И я бы вовсе забыл обо всем том, что переживал в детстве и отрочестве, если бы в какой-то момент жизни на пороге комнаты не появилась моя заметно постаревшая мама.
- Иди скорее, отец умирает! – произнесла она, и я не поверил своим ушам. Уж больно невероятным показалось это словосочетания, сильно несовместимыми звучали слова «отец» и «умирает».
Но я все-таки пошел, испытывая на ходу, скорее, сильнейшее изумление, чем какие-то отблески горя. И только дотронувшись до коричневой кабинетной двери, я ощутил, как все прошлое моментально опять вошло в меня, и вновь эта дверь излучила что-то невероятно таинственное, до сих пор недоступное моему пониманию.
На кожаном диване, которого я никогда прежде у нас не видел, лежал водянистый бледный человек. Его волосы были столь белыми, что казалось, будто они вообще лишены даже малейшей примеси плоти. И это – мой отец?!
Честно говоря, мне пришлось произвести над самим собой немалое усилие, чтобы все-таки уверовать в то, что этот старик – действительно мой отец. К его смерти я отнесся очень равнодушно – ну, умирает человек, жалко, конечно, но мало ли каждый день людей умирает?! Даже дети, и те умирают, а тут – старик, как говориться – сам Бог велел…
- Что он, умер уже? – невпопад я спросил свою маму.
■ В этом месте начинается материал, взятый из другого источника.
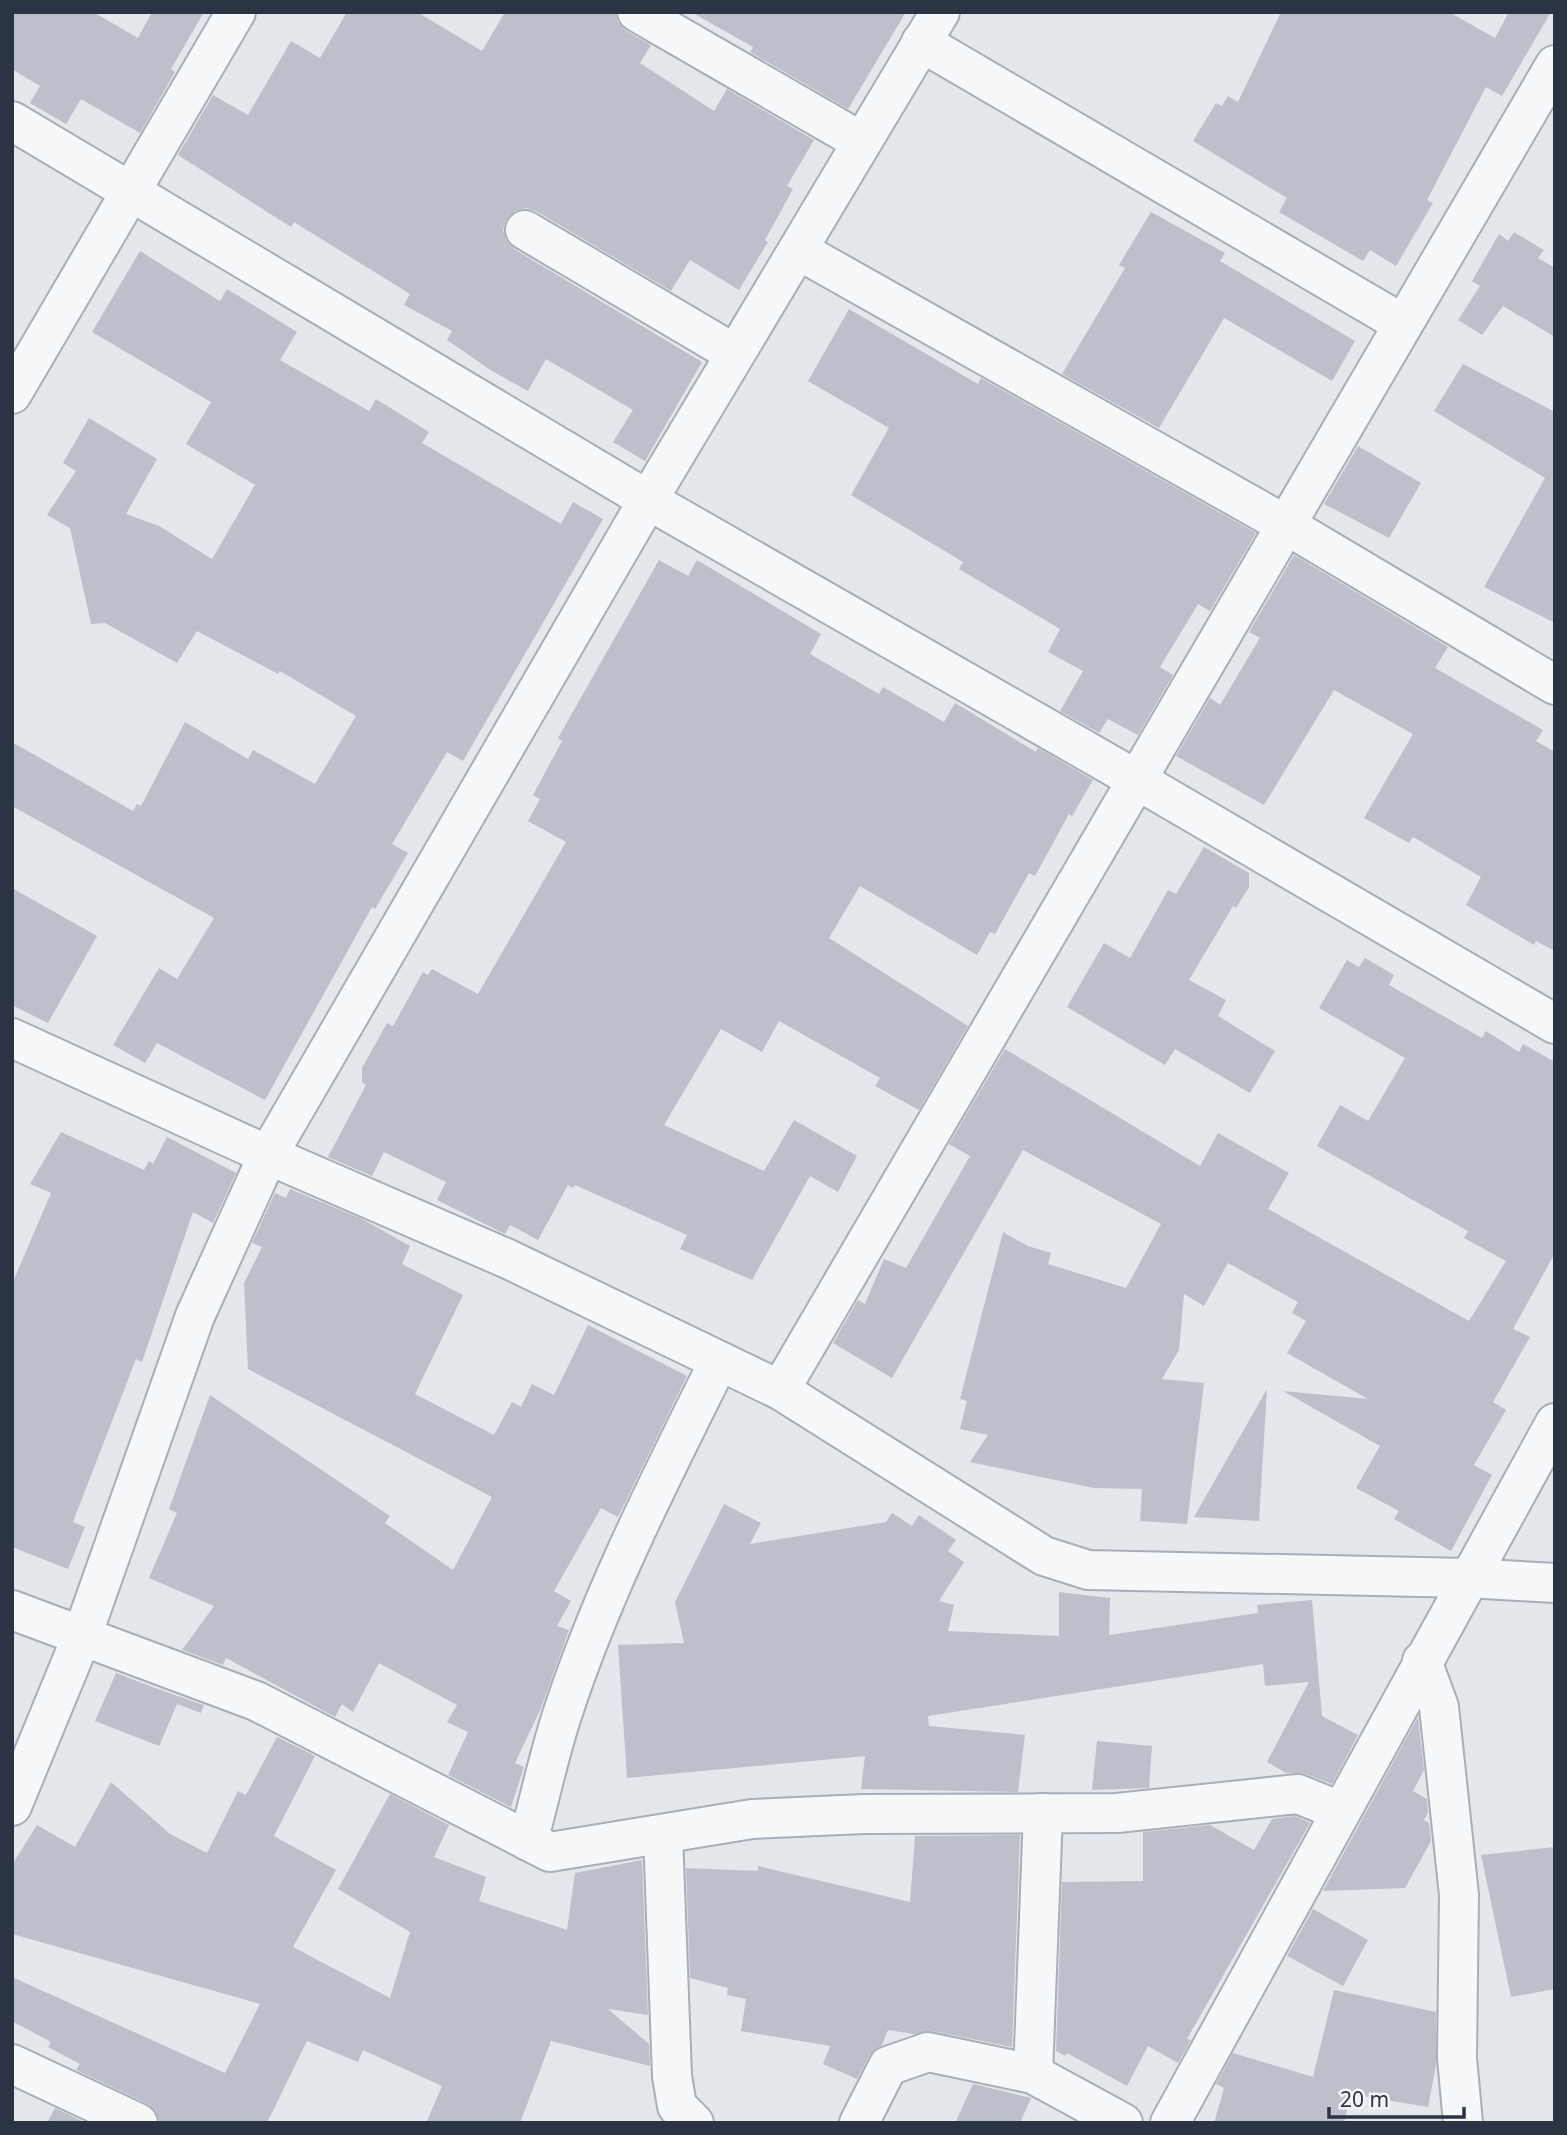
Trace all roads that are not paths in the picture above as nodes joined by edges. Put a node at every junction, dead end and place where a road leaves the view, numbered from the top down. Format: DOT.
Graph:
graph roads {
  1 [pos="236,12"];
  2 [pos="637,12"];
  3 [pos="931,27"];
  4 [pos="1555,65"];
  5 [pos="12,121"];
  6 [pos="862,142"];
  7 [pos="132,191"];
  8 [pos="525,230"];
  9 [pos="798,250"];
  10 [pos="1404,324"];
  11 [pos="735,354"];
  12 [pos="12,394"];
  13 [pos="648,500"];
  14 [pos="1286,525"];
  15 [pos="1555,685"];
  16 [pos="1138,780"];
  17 [pos="1555,1024"];
  18 [pos="12,1038"];
  19 [pos="268,1155"];
  20 [pos="719,1361"];
  21 [pos="780,1390"];
  22 [pos="1555,1423"];
  23 [pos="1467,1578"];
  24 [pos="1555,1583"];
  25 [pos="12,1610"];
  26 [pos="82,1636"];
  27 [pos="1422,1661"];
  28 [pos="12,1806"];
  29 [pos="1340,1811"];
  30 [pos="1043,1813"];
  31 [pos="663,1834"];
  32 [pos="528,1841"];
  33 [pos="12,2064"];
  34 [pos="1033,2074"];
  35 [pos="138,2123"];
  36 [pos="694,2123"];
  37 [pos="859,2123"];
  38 [pos="1124,2123"];
  39 [pos="1170,2123"];
  40 [pos="1463,2123"];
  1 -- 7 [label="street"];
  2 -- 6 [label="street"];
  3 -- 6 [label="street"];
  3 -- 10 [label="street"];
  4 -- 10 [label="street"];
  5 -- 7 [label="street"];
  6 -- 9 [label="street"];
  7 -- 12 [label="street"];
  7 -- 13 [label="street"];
  8 -- 11 [label="street"];
  9 -- 11 [label="street"];
  9 -- 14 [label="street"];
  10 -- 14 [label="street"];
  11 -- 13 [label="street"];
  13 -- 16 [label="street"];
  13 -- 19 [label="street"];
  14 -- 15 [label="street"];
  14 -- 16 [label="street"];
  16 -- 17 [label="street"];
  16 -- 21 [label="street"];
  18 -- 19 [label="street"];
  19 -- 20 [label="street"];
  19 -- 26 [label="street"];
  20 -- 21 [label="street"];
  20 -- 32 [label="street"];
  21 -- 23 [label="street"];
  22 -- 23 [label="street"];
  23 -- 24 [label="street"];
  23 -- 27 [label="street"];
  25 -- 26 [label="street"];
  26 -- 28 [label="street"];
  26 -- 32 [label="street"];
  27 -- 29 [label="street"];
  27 -- 40 [label="street"];
  29 -- 30 [label="street"];
  29 -- 39 [label="street"];
  30 -- 31 [label="street"];
  30 -- 34 [label="street"];
  31 -- 32 [label="street"];
  31 -- 36 [label="street"];
  33 -- 35 [label="street"];
  34 -- 37 [label="street"];
  34 -- 38 [label="street"];
}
В ответ на мои слова бесцветные глаза старика распахнулись, разверзся и его рот.
- Вот, сынок, только сегодня мы по-настоящему с тобой встретились для того, чтобы сразу расстаться… Помни, что я – твой родной отец, самый родной, и я всегда тебя любил… Ты, конечно, не понял любви моей, но кто ее поймет, я сам ее за всю жизнь так и не понял… - шептал старик.
 Мое сердце сразу же закололо множество невидимых иголок, ведь отец впервые за эту жизнь со мной разговаривал! Я сразу же ощутил, как в моем нутре начало происходить прежде мне неведомое волнение, горячие волны щедро окатывали мне сердце, и когда отец едва заметно спросил, любил ли я его, то из меня вырвался нескончаемый огненный поток, воплотившийся в одном-единственном возгласе:
- ДА!!!
В ту же секунду я увидел, как отцовские глаза моментально загорелись, засияли тем же удивительным светом, который прежде я видел лишь в своих снах. Он моментально оживился, и помолодевшим голосом произнес:
- А ведь я всю жизнь хотел написать роман про сына, который хочет понять своего непонятного отца, для которого это стало… Стало смыслом его жизни! Правда, он его так и не понял… И роман я не написал…
Отцовский взгляд моментально потух, а его дыхание сделалось слабеньким и частым. Но старик совершил над собой последнее усилие, и выдохнул с такой силой, будто вместе с этим последним дыханием-словом его покинула и сама душа:
- Но простил! – закончил он свою жизнь.